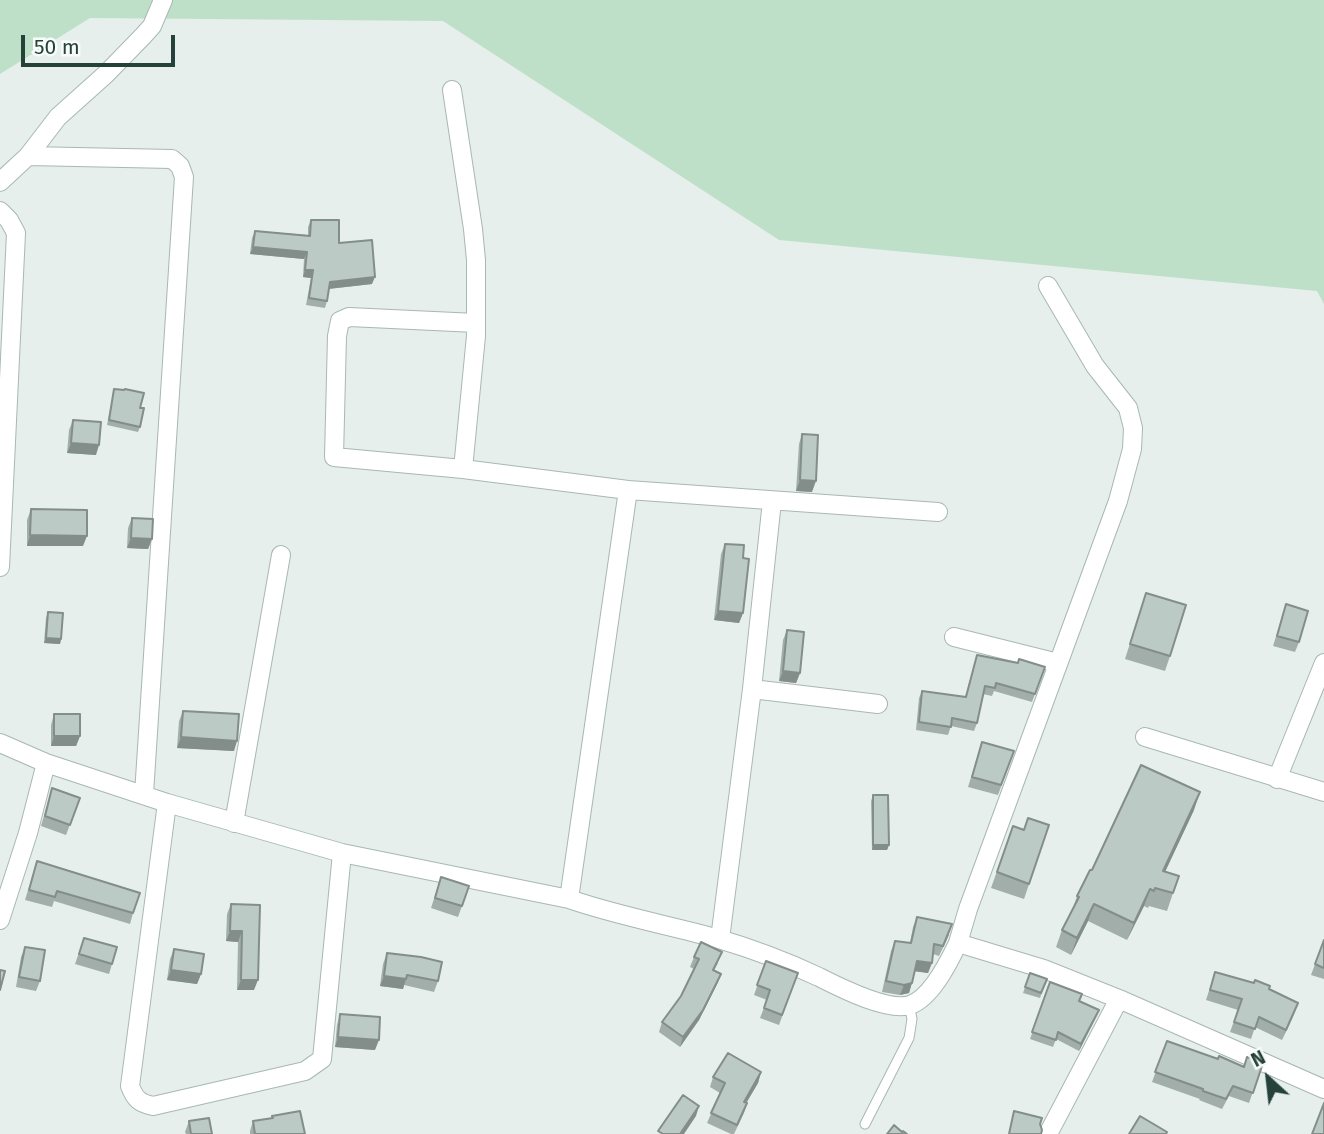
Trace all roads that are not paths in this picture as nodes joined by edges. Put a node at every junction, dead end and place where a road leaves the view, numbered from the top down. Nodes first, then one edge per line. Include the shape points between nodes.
1 (163, 0) edge
2 (452, 90) dead end
3 (28, 156) junction
4 (0, 182) edge
5 (0, 211) edge
6 (1048, 286) dead end
7 (476, 323) junction
8 (463, 469) junction
9 (628, 490) junction
10 (772, 501) junction
11 (938, 512) dead end
12 (281, 555) dead end
13 (0, 567) edge
14 (954, 638) dead end
15 (1058, 663) junction
16 (1324, 663) edge
17 (752, 689) junction
18 (878, 704) dead end
19 (1145, 737) dead end
20 (0, 743) edge
21 (46, 763) junction
22 (1277, 779) junction
23 (1324, 792) edge
24 (144, 794) junction
25 (167, 803) junction
26 (234, 823) junction
27 (342, 853) junction
28 (569, 899) junction
29 (0, 920) edge
30 (720, 939) junction
31 (958, 943) junction
32 (1119, 999) junction
33 (909, 1005) junction
34 (1324, 1090) edge
35 (865, 1124) dead end
36 (1048, 1134) edge

1 - 3 street via 152,26 58,117
2 - 7 street via 474,229
3 - 4 street
3 - 24 street via 172,159 184,177
5 - 13 street via 16,233
6 - 15 street via 1095,366 1128,408 1133,428 1118,501
7 - 8 street
7 - 8 street via 349,317 340,321 338,328 334,457
8 - 9 street
9 - 10 street
9 - 28 street
10 - 11 street
10 - 17 street
12 - 26 street
14 - 15 street
15 - 31 street
16 - 22 street
17 - 18 street
17 - 30 street
19 - 22 street
20 - 21 street
21 - 24 street
21 - 29 street
22 - 23 street
24 - 25 street
25 - 26 street
25 - 27 street via 130,1086 142,1104 305,1071 322,1059
26 - 27 street
27 - 28 street
28 - 30 street
30 - 33 street via 786,962 845,991 897,1006
31 - 32 street via 1044,969
31 - 33 street via 934,986
32 - 34 street
32 - 36 street
33 - 35 lane via 909,1038

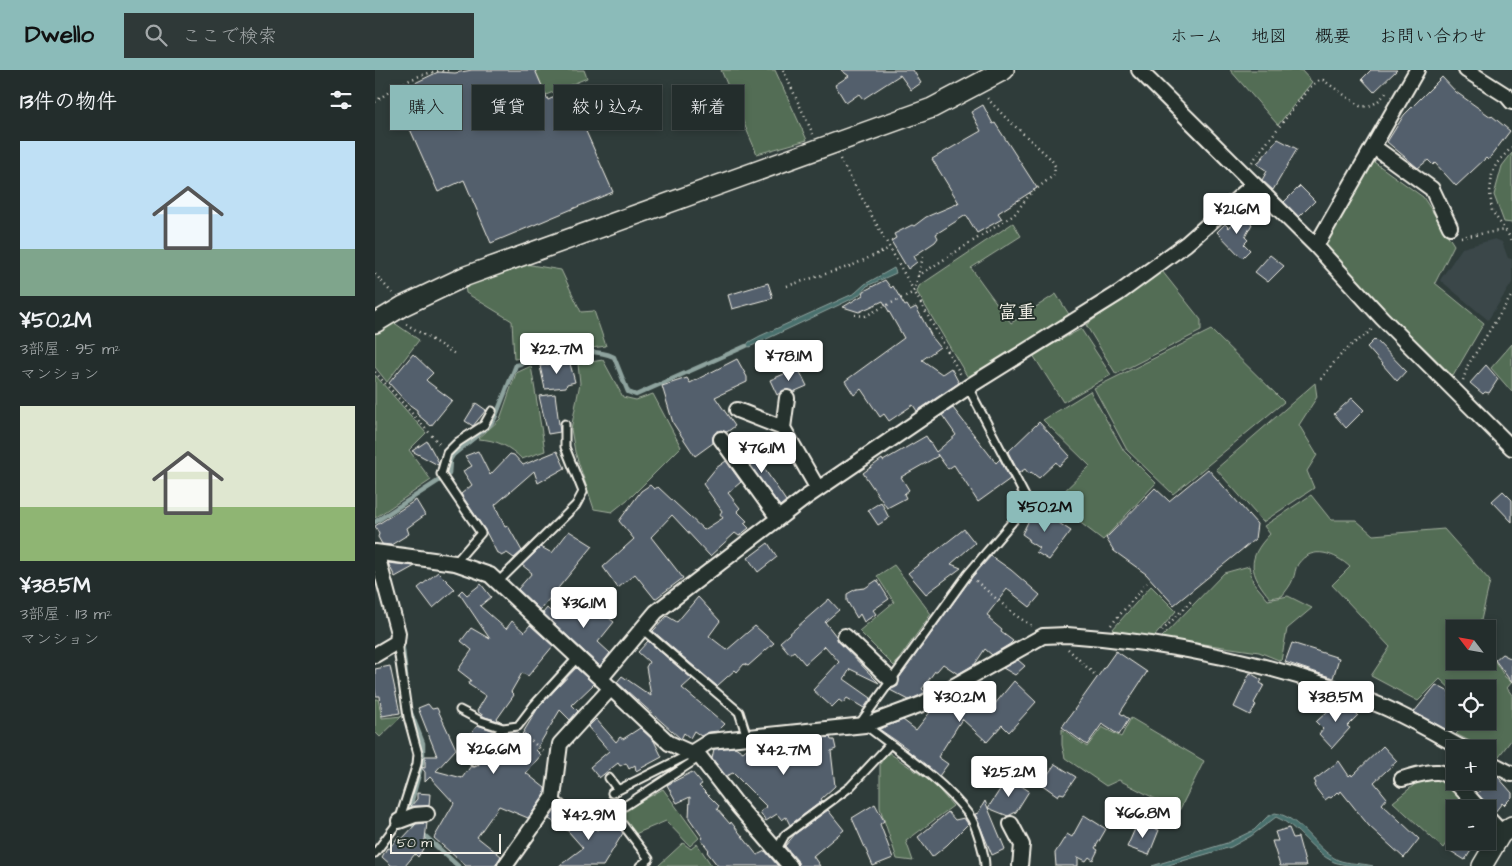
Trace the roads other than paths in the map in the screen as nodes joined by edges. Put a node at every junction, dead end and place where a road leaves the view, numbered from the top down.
1 (1004, 70) edge
2 (1139, 70) edge
3 (1417, 70) edge
4 (1466, 70) edge
5 (1512, 102) edge
6 (1373, 147) junction
7 (1254, 184) junction
8 (1450, 227) road end
9 (1316, 246) junction
10 (389, 314) edge
11 (968, 387) junction
12 (787, 398) dead end
13 (737, 410) dead end
14 (492, 411) dead end
15 (565, 424) dead end
16 (783, 428) junction
17 (721, 439) dead end
18 (1509, 439) edge
19 (818, 489) junction
20 (778, 518) junction
21 (375, 552) edge
22 (375, 556) edge
23 (455, 563) junction
24 (498, 582) junction
25 (641, 629) junction
26 (845, 636) dead end
27 (397, 642) junction
28 (375, 655) edge
29 (579, 657) junction
30 (891, 680) junction
31 (606, 683) junction
32 (460, 710) dead end
33 (861, 726) junction
34 (503, 728) junction
35 (747, 737) junction
36 (1448, 740) edge
37 (890, 744) junction
38 (695, 755) junction
39 (474, 762) dead end
40 (1496, 766) edge
41 (1512, 774) edge
42 (609, 778) dead end
43 (1402, 779) dead end
44 (553, 798) junction
45 (1472, 800) edge
46 (614, 813) junction
47 (427, 814) dead end
48 (399, 821) junction
49 (1496, 822) edge
50 (1011, 824) dead end
51 (1507, 829) edge
52 (777, 849) junction
53 (375, 853) edge
54 (505, 866) edge
55 (641, 866) edge
56 (790, 866) edge
57 (985, 866) edge
58 (1020, 866) edge
59 (1482, 866) edge

1 - 10 street
2 - 7 street
3 - 6 street
4 - 5 street
6 - 8 street
6 - 9 street
7 - 9 street
7 - 11 street
9 - 18 street
11 - 19 street
11 - 30 lane
12 - 16 street
13 - 16 street
14 - 23 lane
15 - 24 lane
16 - 19 street
17 - 20 street
19 - 20 street
20 - 25 street
21 - 23 street
22 - 27 street
23 - 24 street
24 - 29 street
25 - 31 street
25 - 35 lane
26 - 30 street
27 - 28 street
27 - 48 lane
29 - 31 street
29 - 34 lane
30 - 33 lane
31 - 38 street
31 - 44 street
32 - 34 lane
33 - 35 street
33 - 36 street
33 - 37 lane
34 - 39 lane
35 - 38 street
37 - 52 lane
37 - 57 lane
38 - 42 lane
38 - 46 lane
38 - 52 street
40 - 41 street
43 - 45 street
44 - 46 lane
44 - 54 street
46 - 55 lane
47 - 48 street
48 - 53 lane
49 - 51 street
50 - 58 street
51 - 59 street
52 - 56 street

::::::::::

## Brief
Could you output every record above exactly as written, leaving out the pictures?

## Reply
Trace all roads that are not paths in this picture as nodes joined by edges. Put a node at every junction, dead end and place where a road leaves the view, numbered from the top down. Nodes first, then one edge per line. Include the shape points between nodes.
1 (163, 0) edge
2 (452, 90) dead end
3 (28, 156) junction
4 (0, 182) edge
5 (0, 211) edge
6 (1048, 286) dead end
7 (476, 323) junction
8 (463, 469) junction
9 (628, 490) junction
10 (772, 501) junction
11 (938, 512) dead end
12 (281, 555) dead end
13 (0, 567) edge
14 (954, 638) dead end
15 (1058, 663) junction
16 (1324, 663) edge
17 (752, 689) junction
18 (878, 704) dead end
19 (1145, 737) dead end
20 (0, 743) edge
21 (46, 763) junction
22 (1277, 779) junction
23 (1324, 792) edge
24 (144, 794) junction
25 (167, 803) junction
26 (234, 823) junction
27 (342, 853) junction
28 (569, 899) junction
29 (0, 920) edge
30 (720, 939) junction
31 (958, 943) junction
32 (1119, 999) junction
33 (909, 1005) junction
34 (1324, 1090) edge
35 (865, 1124) dead end
36 (1048, 1134) edge

1 - 3 street via 152,26 58,117
2 - 7 street via 474,229
3 - 4 street
3 - 24 street via 172,159 184,177
5 - 13 street via 16,233
6 - 15 street via 1095,366 1128,408 1133,428 1118,501
7 - 8 street
7 - 8 street via 349,317 340,321 338,328 334,457
8 - 9 street
9 - 10 street
9 - 28 street
10 - 11 street
10 - 17 street
12 - 26 street
14 - 15 street
15 - 31 street
16 - 22 street
17 - 18 street
17 - 30 street
19 - 22 street
20 - 21 street
21 - 24 street
21 - 29 street
22 - 23 street
24 - 25 street
25 - 26 street
25 - 27 street via 130,1086 142,1104 305,1071 322,1059
26 - 27 street
27 - 28 street
28 - 30 street
30 - 33 street via 786,962 845,991 897,1006
31 - 32 street via 1044,969
31 - 33 street via 934,986
32 - 34 street
32 - 36 street
33 - 35 lane via 909,1038

Trace the roads other than paths in the map in the screen as nodes joined by edges. Put a node at every junction, dead end and place where a road leaves the view, numbered from the top down.
1 (1004, 70) edge
2 (1139, 70) edge
3 (1417, 70) edge
4 (1466, 70) edge
5 (1512, 102) edge
6 (1373, 147) junction
7 (1254, 184) junction
8 (1450, 227) road end
9 (1316, 246) junction
10 (389, 314) edge
11 (968, 387) junction
12 (787, 398) dead end
13 (737, 410) dead end
14 (492, 411) dead end
15 (565, 424) dead end
16 (783, 428) junction
17 (721, 439) dead end
18 (1509, 439) edge
19 (818, 489) junction
20 (778, 518) junction
21 (375, 552) edge
22 (375, 556) edge
23 (455, 563) junction
24 (498, 582) junction
25 (641, 629) junction
26 (845, 636) dead end
27 (397, 642) junction
28 (375, 655) edge
29 (579, 657) junction
30 (891, 680) junction
31 (606, 683) junction
32 (460, 710) dead end
33 (861, 726) junction
34 (503, 728) junction
35 (747, 737) junction
36 (1448, 740) edge
37 (890, 744) junction
38 (695, 755) junction
39 (474, 762) dead end
40 (1496, 766) edge
41 (1512, 774) edge
42 (609, 778) dead end
43 (1402, 779) dead end
44 (553, 798) junction
45 (1472, 800) edge
46 (614, 813) junction
47 (427, 814) dead end
48 (399, 821) junction
49 (1496, 822) edge
50 (1011, 824) dead end
51 (1507, 829) edge
52 (777, 849) junction
53 (375, 853) edge
54 (505, 866) edge
55 (641, 866) edge
56 (790, 866) edge
57 (985, 866) edge
58 (1020, 866) edge
59 (1482, 866) edge

1 - 10 street
2 - 7 street
3 - 6 street
4 - 5 street
6 - 8 street
6 - 9 street
7 - 9 street
7 - 11 street
9 - 18 street
11 - 19 street
11 - 30 lane
12 - 16 street
13 - 16 street
14 - 23 lane
15 - 24 lane
16 - 19 street
17 - 20 street
19 - 20 street
20 - 25 street
21 - 23 street
22 - 27 street
23 - 24 street
24 - 29 street
25 - 31 street
25 - 35 lane
26 - 30 street
27 - 28 street
27 - 48 lane
29 - 31 street
29 - 34 lane
30 - 33 lane
31 - 38 street
31 - 44 street
32 - 34 lane
33 - 35 street
33 - 36 street
33 - 37 lane
34 - 39 lane
35 - 38 street
37 - 52 lane
37 - 57 lane
38 - 42 lane
38 - 46 lane
38 - 52 street
40 - 41 street
43 - 45 street
44 - 46 lane
44 - 54 street
46 - 55 lane
47 - 48 street
48 - 53 lane
49 - 51 street
50 - 58 street
51 - 59 street
52 - 56 street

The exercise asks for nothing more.